Question

Find the difference in the value of the vector, if the two with equal magnitude $\overrightarrow{P}$ are inclined at an angle such that the difference in the magnitude of the resultant and magnitude of either vector is $0.732$ times either vector. Also, the angle between them is increased to half of its initial.

Answer 1

Step 1: Given

Given that the two vectors have equal magnitude $P$.

Let us assume that the angle between them is $\theta$.
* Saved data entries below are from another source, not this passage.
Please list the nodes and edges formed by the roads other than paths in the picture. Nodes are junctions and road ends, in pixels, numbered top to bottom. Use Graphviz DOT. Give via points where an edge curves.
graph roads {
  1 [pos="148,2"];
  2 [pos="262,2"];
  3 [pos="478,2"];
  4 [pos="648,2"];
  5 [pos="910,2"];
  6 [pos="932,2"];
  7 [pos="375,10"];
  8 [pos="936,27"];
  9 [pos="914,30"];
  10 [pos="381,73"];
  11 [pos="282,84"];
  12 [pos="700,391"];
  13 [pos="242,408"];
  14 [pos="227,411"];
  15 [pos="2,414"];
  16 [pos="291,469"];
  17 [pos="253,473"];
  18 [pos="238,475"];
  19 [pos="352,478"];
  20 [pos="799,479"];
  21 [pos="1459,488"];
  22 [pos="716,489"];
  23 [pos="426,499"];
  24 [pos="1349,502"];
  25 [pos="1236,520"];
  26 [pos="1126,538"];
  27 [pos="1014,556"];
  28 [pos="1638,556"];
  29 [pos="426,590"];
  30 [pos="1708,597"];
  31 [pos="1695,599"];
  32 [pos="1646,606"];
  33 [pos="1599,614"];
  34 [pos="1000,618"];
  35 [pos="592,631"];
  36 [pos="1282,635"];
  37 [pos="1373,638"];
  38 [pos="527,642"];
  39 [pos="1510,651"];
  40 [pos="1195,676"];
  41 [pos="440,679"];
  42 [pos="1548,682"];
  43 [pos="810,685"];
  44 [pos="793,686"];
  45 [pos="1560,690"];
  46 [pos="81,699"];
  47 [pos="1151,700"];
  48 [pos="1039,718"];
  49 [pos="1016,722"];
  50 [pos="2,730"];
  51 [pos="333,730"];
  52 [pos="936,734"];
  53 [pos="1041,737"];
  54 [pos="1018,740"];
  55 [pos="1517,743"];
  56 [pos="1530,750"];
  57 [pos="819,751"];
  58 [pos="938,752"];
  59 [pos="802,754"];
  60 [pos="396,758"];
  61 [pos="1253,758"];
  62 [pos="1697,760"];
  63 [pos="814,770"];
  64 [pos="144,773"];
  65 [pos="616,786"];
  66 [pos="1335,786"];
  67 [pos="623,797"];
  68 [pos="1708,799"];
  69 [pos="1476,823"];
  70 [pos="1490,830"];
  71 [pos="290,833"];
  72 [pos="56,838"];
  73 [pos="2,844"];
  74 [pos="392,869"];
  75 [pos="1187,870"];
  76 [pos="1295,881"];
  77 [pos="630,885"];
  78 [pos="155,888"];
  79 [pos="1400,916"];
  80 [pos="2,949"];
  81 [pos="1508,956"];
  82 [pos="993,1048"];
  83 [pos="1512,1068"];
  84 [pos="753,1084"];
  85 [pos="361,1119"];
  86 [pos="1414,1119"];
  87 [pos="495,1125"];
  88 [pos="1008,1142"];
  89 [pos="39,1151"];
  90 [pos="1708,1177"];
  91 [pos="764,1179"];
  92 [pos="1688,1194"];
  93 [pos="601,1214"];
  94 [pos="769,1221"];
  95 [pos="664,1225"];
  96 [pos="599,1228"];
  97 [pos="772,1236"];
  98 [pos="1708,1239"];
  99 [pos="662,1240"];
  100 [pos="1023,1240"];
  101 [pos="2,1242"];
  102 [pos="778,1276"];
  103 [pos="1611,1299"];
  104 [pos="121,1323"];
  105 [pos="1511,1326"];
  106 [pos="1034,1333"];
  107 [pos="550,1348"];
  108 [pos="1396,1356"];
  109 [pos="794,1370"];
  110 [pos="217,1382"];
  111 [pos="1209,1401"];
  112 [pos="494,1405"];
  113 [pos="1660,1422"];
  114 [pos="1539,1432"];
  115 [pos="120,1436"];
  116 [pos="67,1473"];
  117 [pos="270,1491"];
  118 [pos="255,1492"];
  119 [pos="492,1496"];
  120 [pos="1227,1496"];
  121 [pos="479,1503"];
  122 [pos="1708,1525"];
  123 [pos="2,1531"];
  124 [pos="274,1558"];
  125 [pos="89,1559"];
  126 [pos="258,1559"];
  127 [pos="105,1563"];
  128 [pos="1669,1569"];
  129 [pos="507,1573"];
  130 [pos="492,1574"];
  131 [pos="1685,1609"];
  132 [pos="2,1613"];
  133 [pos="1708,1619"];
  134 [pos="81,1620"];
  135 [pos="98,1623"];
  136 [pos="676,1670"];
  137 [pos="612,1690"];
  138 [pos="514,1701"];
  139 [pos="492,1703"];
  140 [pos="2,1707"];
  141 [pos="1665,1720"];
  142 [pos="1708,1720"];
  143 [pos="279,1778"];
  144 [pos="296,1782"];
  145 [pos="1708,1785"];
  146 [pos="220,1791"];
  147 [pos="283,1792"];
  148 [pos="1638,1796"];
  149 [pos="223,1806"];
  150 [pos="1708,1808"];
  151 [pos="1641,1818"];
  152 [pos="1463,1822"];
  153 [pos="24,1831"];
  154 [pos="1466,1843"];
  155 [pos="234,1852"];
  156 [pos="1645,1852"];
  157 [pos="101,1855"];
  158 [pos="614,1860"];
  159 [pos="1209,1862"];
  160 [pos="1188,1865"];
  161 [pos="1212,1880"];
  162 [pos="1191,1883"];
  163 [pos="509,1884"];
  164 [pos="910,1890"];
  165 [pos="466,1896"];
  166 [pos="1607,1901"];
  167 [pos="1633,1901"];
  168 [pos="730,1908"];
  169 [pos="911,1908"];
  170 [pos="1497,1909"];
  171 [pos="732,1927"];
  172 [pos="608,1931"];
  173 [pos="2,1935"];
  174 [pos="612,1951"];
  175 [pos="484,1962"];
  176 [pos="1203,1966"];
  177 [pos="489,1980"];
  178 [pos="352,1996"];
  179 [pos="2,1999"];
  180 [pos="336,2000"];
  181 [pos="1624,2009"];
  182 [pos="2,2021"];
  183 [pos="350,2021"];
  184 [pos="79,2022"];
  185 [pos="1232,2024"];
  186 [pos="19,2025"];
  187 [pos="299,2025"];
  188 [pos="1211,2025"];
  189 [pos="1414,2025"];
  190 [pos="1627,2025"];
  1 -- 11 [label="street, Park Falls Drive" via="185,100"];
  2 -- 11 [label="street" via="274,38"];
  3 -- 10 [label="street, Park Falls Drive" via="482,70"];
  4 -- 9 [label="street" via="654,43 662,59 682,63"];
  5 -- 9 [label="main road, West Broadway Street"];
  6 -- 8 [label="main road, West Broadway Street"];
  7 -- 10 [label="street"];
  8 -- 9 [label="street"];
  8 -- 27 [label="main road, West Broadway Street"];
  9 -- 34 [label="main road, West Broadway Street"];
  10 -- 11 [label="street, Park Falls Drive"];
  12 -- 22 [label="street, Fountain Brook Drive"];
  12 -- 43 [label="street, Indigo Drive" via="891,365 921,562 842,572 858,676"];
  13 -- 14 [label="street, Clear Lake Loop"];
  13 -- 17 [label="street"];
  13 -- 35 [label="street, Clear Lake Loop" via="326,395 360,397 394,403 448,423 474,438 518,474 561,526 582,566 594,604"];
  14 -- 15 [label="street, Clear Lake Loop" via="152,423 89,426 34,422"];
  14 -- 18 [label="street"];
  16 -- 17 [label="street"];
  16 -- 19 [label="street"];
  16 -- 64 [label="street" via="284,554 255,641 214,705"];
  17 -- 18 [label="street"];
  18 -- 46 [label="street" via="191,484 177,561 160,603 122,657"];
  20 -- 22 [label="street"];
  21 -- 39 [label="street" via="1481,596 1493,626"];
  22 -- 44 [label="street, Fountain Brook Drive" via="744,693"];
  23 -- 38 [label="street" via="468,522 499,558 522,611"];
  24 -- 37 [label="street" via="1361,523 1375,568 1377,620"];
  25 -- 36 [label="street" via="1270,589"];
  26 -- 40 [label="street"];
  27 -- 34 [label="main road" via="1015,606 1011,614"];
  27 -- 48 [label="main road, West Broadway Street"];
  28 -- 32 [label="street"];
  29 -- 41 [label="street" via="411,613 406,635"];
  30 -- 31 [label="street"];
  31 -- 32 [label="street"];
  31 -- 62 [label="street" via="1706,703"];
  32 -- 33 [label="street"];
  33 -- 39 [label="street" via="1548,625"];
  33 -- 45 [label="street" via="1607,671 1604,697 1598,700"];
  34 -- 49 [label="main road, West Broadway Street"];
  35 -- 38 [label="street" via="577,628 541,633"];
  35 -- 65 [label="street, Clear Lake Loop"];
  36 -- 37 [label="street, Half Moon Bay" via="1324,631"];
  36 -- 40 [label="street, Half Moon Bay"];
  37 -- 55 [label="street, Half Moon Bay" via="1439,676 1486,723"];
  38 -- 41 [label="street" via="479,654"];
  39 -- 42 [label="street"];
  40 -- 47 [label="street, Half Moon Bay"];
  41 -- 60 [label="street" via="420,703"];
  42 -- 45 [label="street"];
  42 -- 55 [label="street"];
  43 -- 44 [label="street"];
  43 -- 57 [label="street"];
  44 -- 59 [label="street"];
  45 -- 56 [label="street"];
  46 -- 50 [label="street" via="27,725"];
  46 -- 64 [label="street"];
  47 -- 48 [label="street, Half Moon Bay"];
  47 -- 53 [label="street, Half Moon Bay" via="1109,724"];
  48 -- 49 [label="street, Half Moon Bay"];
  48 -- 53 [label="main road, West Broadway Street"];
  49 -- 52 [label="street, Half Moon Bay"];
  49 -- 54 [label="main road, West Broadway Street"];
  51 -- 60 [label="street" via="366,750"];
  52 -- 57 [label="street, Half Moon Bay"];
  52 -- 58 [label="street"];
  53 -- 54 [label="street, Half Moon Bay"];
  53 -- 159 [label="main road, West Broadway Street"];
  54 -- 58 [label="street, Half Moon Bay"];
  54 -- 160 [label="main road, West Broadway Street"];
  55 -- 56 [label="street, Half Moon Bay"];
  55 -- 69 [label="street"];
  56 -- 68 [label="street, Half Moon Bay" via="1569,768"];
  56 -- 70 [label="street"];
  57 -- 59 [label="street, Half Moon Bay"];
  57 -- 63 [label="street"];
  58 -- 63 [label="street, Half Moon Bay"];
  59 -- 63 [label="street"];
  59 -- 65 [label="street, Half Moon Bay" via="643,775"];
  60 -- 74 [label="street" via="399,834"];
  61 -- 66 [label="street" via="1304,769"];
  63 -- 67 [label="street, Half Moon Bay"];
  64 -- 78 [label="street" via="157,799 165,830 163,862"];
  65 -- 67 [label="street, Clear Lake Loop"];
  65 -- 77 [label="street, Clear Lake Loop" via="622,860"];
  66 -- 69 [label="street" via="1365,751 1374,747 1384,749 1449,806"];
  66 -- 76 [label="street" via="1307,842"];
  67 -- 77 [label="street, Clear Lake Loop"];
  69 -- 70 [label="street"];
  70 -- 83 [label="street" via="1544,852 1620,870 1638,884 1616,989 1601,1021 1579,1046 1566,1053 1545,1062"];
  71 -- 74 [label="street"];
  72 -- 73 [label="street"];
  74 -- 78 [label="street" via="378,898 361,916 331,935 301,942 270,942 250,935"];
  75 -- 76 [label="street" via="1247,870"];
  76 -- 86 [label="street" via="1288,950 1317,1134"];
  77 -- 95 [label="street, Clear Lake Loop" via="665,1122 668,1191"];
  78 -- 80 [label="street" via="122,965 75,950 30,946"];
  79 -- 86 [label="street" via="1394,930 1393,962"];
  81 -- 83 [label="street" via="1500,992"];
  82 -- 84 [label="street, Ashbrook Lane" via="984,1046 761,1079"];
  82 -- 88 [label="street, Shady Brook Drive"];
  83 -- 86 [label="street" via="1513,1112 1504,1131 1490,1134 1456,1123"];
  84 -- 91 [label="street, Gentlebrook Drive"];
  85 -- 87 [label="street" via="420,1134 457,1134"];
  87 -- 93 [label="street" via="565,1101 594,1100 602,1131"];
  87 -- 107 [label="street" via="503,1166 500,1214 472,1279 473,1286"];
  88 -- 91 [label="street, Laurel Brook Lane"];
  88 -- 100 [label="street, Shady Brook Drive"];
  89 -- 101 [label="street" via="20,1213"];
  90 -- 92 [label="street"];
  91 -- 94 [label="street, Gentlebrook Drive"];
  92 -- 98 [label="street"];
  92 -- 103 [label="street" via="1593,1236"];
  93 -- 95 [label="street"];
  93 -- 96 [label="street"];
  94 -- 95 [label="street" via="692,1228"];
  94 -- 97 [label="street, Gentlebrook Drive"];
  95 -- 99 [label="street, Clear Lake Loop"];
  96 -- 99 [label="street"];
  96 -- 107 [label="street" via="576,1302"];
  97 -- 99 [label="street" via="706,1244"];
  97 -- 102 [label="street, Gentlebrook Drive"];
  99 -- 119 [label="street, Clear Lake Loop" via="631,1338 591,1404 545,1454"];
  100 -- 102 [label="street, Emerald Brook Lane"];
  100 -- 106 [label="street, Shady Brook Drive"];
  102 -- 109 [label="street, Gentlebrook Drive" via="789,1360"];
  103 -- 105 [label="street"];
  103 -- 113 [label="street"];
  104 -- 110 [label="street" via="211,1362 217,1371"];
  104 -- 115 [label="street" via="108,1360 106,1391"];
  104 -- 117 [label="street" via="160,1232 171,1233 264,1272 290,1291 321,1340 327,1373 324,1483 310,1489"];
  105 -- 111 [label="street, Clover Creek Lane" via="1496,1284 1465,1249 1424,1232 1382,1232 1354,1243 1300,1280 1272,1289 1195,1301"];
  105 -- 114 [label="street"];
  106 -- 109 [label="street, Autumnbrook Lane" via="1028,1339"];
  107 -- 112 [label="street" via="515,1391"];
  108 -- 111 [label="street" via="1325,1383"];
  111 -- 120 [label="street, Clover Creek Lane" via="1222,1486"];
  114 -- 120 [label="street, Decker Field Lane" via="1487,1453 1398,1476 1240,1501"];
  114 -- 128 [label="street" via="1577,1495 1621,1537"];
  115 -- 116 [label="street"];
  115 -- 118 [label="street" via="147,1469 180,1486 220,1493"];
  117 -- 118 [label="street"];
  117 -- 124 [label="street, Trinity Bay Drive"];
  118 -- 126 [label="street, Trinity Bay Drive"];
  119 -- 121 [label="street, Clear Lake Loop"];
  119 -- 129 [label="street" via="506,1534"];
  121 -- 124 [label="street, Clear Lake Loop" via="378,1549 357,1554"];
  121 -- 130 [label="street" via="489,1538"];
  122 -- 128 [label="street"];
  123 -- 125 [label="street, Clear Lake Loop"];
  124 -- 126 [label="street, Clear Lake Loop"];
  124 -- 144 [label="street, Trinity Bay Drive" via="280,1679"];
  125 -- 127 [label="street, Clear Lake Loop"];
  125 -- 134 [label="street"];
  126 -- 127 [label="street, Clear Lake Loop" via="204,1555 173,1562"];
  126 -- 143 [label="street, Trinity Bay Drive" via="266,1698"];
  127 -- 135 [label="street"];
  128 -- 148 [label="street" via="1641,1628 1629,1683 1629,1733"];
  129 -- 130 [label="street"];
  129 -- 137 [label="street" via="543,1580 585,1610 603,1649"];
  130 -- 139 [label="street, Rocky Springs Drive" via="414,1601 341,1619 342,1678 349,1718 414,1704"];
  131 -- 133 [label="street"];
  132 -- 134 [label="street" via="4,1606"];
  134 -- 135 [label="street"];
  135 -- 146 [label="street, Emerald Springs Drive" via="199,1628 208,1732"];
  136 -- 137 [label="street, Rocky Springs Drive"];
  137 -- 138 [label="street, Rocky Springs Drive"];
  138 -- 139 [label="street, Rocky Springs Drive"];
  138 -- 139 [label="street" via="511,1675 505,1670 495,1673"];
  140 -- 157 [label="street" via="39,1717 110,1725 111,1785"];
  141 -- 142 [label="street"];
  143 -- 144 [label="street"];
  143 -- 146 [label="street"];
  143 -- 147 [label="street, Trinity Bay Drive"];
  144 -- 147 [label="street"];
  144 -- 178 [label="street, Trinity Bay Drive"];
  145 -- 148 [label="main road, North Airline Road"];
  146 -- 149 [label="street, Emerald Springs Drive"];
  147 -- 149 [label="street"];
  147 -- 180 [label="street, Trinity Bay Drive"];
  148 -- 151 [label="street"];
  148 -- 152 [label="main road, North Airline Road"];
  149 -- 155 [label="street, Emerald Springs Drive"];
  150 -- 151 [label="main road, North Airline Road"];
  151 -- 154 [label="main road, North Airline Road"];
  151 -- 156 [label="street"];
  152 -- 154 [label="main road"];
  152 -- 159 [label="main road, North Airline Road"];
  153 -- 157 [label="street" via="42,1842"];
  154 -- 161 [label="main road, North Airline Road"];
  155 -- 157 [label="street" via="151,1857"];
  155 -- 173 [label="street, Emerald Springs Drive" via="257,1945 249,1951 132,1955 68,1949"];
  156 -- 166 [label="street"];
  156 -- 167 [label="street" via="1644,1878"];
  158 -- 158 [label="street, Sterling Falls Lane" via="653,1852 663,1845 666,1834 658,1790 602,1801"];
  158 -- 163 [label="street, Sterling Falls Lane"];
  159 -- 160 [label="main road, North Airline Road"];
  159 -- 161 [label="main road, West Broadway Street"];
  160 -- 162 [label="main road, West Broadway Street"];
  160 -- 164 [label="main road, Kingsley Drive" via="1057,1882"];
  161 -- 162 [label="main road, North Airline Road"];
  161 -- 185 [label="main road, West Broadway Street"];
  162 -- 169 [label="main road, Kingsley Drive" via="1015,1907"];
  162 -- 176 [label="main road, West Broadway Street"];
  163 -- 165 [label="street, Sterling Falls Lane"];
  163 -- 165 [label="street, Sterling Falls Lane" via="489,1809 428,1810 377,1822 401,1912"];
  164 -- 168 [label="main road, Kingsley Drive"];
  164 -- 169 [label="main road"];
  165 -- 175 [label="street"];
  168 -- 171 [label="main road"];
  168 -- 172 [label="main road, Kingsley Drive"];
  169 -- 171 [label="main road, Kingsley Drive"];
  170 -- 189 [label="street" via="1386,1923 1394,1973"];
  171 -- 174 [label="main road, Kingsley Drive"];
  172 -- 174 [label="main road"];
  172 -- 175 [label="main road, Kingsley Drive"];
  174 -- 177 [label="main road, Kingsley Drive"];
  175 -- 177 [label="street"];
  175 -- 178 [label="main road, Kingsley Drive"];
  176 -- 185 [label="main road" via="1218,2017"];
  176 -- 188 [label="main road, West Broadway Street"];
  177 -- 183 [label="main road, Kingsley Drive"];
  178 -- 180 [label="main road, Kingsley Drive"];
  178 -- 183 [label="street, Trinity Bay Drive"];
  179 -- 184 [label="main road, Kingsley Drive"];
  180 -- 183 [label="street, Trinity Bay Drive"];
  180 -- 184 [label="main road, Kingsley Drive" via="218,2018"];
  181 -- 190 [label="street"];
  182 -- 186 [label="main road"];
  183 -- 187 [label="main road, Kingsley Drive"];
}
If $\overrightarrow{R}$ is the resultant vector, then it is given that

$\left|\overrightarrow{R}\right|-P=0.732P$

Step 2: Calculate the Resultant Vector

The magnitude of the resultant vector $\overrightarrow{R}$ can be given as,

$\left|\overrightarrow{R}\right|=\sqrt{P^2+P^2+2P^2\cos \theta }$ $\left[\because \left|\overrightarrow{R}\right|=\sqrt{A^2+B^2+2AB\cos \theta }\right]$

$=P\sqrt{2(1+\cos \theta )}$

$=P\sqrt{4{\cos }^2\frac{\theta }{2}}$ $\left[\because 1+\cos \theta =2{\cos }^2\frac{\theta }{2}\right]$

$=2P\cos \left(\frac{\theta }{2}\right)$

Step 3: Calculate the Angle $\theta$

Substitute the value of the resultant vector in the established equation to get,

$2P\cos \frac{\theta }{2}-P=0.732P$

$\Rightarrow 2\cos \frac{\theta }{2}-1=0.732$

$\Rightarrow 2\cos \frac{\theta }{2}=1+0.732=1.732$

$\Rightarrow \cos \frac{\theta }{2}=\frac{\sqrt{3}}{2}$ $\left[\because \sqrt{3}=1.732\right]$

$\Rightarrow$ $\frac{\theta }{2}=30°$ $\left[\because \cos 30°=\frac{\sqrt{3}}{2}\right]$

$\Rightarrow$ $\theta =60°$

Step 4: Calculate the Difference Vector

Given that the angle between them is increased to half of its initial.

$\therefore \theta \text{'}=60+\frac{60}{2}=90°$

Hence, the difference between the vectors can be given as,

$\left|\overrightarrow{R\text{'}}\right|=\sqrt{P^2+P^2-2P^2\cos 90°}$ $\left[\because \left|\overrightarrow{R\text{'}}\right|=\sqrt{A^2+B^2-2AB\cos \theta }\right]$

$=\sqrt{2}P$ $\left[\because \cos 90°=0\right]$

Hence, the required difference in the value of the vector is $\sqrt{2}P$.